- Opening Delimiter -

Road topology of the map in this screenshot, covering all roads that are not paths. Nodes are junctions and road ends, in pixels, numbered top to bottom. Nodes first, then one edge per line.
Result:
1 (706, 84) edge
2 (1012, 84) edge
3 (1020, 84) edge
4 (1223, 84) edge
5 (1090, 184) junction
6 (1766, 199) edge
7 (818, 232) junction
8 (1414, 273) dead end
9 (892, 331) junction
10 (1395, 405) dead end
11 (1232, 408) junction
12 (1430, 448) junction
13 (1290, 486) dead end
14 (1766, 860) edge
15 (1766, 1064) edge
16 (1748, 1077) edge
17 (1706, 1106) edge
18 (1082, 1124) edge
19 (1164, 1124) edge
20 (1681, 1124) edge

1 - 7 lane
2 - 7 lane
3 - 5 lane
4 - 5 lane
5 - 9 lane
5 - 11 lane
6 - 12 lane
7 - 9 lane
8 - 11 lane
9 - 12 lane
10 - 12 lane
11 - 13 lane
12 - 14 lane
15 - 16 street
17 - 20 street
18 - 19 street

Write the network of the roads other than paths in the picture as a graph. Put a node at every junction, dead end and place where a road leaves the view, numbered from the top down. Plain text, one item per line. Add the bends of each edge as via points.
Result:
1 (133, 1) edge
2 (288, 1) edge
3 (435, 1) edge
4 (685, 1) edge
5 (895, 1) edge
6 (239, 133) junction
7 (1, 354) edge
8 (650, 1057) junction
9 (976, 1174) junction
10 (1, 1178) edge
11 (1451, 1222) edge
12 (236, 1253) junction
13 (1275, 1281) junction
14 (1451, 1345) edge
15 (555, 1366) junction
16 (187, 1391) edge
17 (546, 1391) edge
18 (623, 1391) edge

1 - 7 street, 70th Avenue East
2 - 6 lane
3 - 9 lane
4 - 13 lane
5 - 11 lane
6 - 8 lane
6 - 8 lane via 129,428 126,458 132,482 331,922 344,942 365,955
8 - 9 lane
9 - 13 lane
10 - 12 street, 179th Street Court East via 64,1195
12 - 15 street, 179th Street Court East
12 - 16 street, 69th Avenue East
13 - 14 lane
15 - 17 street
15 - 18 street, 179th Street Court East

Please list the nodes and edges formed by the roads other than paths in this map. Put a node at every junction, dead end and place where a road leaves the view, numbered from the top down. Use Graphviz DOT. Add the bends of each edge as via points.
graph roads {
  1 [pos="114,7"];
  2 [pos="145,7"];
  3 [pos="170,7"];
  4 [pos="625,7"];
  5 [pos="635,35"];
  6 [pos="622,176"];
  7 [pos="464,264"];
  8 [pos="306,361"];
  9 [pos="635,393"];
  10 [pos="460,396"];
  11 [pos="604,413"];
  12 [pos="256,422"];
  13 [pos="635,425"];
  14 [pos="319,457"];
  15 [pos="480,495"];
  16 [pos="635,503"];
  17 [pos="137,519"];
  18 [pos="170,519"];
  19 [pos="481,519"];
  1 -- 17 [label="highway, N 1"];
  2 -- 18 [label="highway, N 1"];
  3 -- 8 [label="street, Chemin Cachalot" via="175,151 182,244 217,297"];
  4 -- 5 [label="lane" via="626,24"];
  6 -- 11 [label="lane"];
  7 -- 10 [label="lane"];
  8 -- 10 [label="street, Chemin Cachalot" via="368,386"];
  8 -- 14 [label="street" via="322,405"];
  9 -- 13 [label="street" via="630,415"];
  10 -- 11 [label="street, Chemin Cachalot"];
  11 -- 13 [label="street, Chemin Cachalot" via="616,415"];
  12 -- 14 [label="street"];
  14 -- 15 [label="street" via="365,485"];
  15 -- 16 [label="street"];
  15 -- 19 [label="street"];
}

- Closing Delimiter -

▸ **Task**
Set down the records again in full. Match them exactly.

▸ **Exercise output**
Road topology of the map in this screenshot, covering all roads that are not paths. Nodes are junctions and road ends, in pixels, numbered top to bottom. Nodes first, then one edge per line.
Result:
1 (706, 84) edge
2 (1012, 84) edge
3 (1020, 84) edge
4 (1223, 84) edge
5 (1090, 184) junction
6 (1766, 199) edge
7 (818, 232) junction
8 (1414, 273) dead end
9 (892, 331) junction
10 (1395, 405) dead end
11 (1232, 408) junction
12 (1430, 448) junction
13 (1290, 486) dead end
14 (1766, 860) edge
15 (1766, 1064) edge
16 (1748, 1077) edge
17 (1706, 1106) edge
18 (1082, 1124) edge
19 (1164, 1124) edge
20 (1681, 1124) edge

1 - 7 lane
2 - 7 lane
3 - 5 lane
4 - 5 lane
5 - 9 lane
5 - 11 lane
6 - 12 lane
7 - 9 lane
8 - 11 lane
9 - 12 lane
10 - 12 lane
11 - 13 lane
12 - 14 lane
15 - 16 street
17 - 20 street
18 - 19 street

Write the network of the roads other than paths in the picture as a graph. Put a node at every junction, dead end and place where a road leaves the view, numbered from the top down. Plain text, one item per line. Add the bends of each edge as via points.
Result:
1 (133, 1) edge
2 (288, 1) edge
3 (435, 1) edge
4 (685, 1) edge
5 (895, 1) edge
6 (239, 133) junction
7 (1, 354) edge
8 (650, 1057) junction
9 (976, 1174) junction
10 (1, 1178) edge
11 (1451, 1222) edge
12 (236, 1253) junction
13 (1275, 1281) junction
14 (1451, 1345) edge
15 (555, 1366) junction
16 (187, 1391) edge
17 (546, 1391) edge
18 (623, 1391) edge

1 - 7 street, 70th Avenue East
2 - 6 lane
3 - 9 lane
4 - 13 lane
5 - 11 lane
6 - 8 lane
6 - 8 lane via 129,428 126,458 132,482 331,922 344,942 365,955
8 - 9 lane
9 - 13 lane
10 - 12 street, 179th Street Court East via 64,1195
12 - 15 street, 179th Street Court East
12 - 16 street, 69th Avenue East
13 - 14 lane
15 - 17 street
15 - 18 street, 179th Street Court East

Please list the nodes and edges formed by the roads other than paths in this map. Put a node at every junction, dead end and place where a road leaves the view, numbered from the top down. Use Graphviz DOT. Add the bends of each edge as via points.
graph roads {
  1 [pos="114,7"];
  2 [pos="145,7"];
  3 [pos="170,7"];
  4 [pos="625,7"];
  5 [pos="635,35"];
  6 [pos="622,176"];
  7 [pos="464,264"];
  8 [pos="306,361"];
  9 [pos="635,393"];
  10 [pos="460,396"];
  11 [pos="604,413"];
  12 [pos="256,422"];
  13 [pos="635,425"];
  14 [pos="319,457"];
  15 [pos="480,495"];
  16 [pos="635,503"];
  17 [pos="137,519"];
  18 [pos="170,519"];
  19 [pos="481,519"];
  1 -- 17 [label="highway, N 1"];
  2 -- 18 [label="highway, N 1"];
  3 -- 8 [label="street, Chemin Cachalot" via="175,151 182,244 217,297"];
  4 -- 5 [label="lane" via="626,24"];
  6 -- 11 [label="lane"];
  7 -- 10 [label="lane"];
  8 -- 10 [label="street, Chemin Cachalot" via="368,386"];
  8 -- 14 [label="street" via="322,405"];
  9 -- 13 [label="street" via="630,415"];
  10 -- 11 [label="street, Chemin Cachalot"];
  11 -- 13 [label="street, Chemin Cachalot" via="616,415"];
  12 -- 14 [label="street"];
  14 -- 15 [label="street" via="365,485"];
  15 -- 16 [label="street"];
  15 -- 19 [label="street"];
}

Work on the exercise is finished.